Die Jüdische Kultusgemeinde Groß-Dortmund, in deren Einzugsgebiet Schwerte liegt, möchte sich noch nicht zu dem Sachverhalt äußern. Auch der Dachverband in Berlin, der Zentralrat der Juden, gab gestern keine Stellungnahme ab.
Das nordrhein-westfälische Innenministerium will sich nicht in die Entscheidung der Stadt Schwerte einmischen.

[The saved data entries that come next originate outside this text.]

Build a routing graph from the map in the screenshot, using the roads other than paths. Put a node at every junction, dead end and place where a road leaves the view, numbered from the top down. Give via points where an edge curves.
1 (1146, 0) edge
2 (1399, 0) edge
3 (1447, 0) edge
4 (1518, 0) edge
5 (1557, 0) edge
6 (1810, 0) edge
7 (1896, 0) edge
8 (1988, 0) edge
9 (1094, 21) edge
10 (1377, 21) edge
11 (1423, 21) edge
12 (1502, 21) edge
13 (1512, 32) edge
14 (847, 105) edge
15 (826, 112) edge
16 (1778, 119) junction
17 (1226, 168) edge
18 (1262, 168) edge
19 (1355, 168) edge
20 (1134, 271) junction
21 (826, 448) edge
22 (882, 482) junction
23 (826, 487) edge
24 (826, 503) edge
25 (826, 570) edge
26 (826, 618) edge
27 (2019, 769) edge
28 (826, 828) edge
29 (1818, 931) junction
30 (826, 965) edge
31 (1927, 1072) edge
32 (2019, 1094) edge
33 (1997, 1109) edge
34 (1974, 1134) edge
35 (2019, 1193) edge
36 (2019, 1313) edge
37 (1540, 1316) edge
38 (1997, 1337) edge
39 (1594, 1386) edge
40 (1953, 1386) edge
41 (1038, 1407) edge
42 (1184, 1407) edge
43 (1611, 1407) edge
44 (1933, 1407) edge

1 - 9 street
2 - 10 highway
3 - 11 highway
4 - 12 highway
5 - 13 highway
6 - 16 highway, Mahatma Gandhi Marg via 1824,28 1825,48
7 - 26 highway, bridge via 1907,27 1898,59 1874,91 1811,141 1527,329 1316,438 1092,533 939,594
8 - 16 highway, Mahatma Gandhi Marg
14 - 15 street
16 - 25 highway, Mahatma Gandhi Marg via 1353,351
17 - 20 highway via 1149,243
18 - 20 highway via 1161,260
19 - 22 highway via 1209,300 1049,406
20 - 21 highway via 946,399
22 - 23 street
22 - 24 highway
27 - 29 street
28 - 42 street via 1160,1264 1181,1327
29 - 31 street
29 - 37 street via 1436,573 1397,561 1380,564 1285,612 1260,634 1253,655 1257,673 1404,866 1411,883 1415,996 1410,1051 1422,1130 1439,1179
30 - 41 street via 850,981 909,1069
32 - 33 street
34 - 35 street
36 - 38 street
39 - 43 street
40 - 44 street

Ein Sprecher von Innenminister Ralf Jäger (SPD) verwies auf die kommunale Selbstverwaltung, die besagt, dass das Land in diesem Fall nicht in die Befugnisse von Kommunen eingreifen darf. „Darum wäre es vermessen von uns, den Vorgang in Schwerte in irgendeiner Form zu bewerten“, so der Sprecher.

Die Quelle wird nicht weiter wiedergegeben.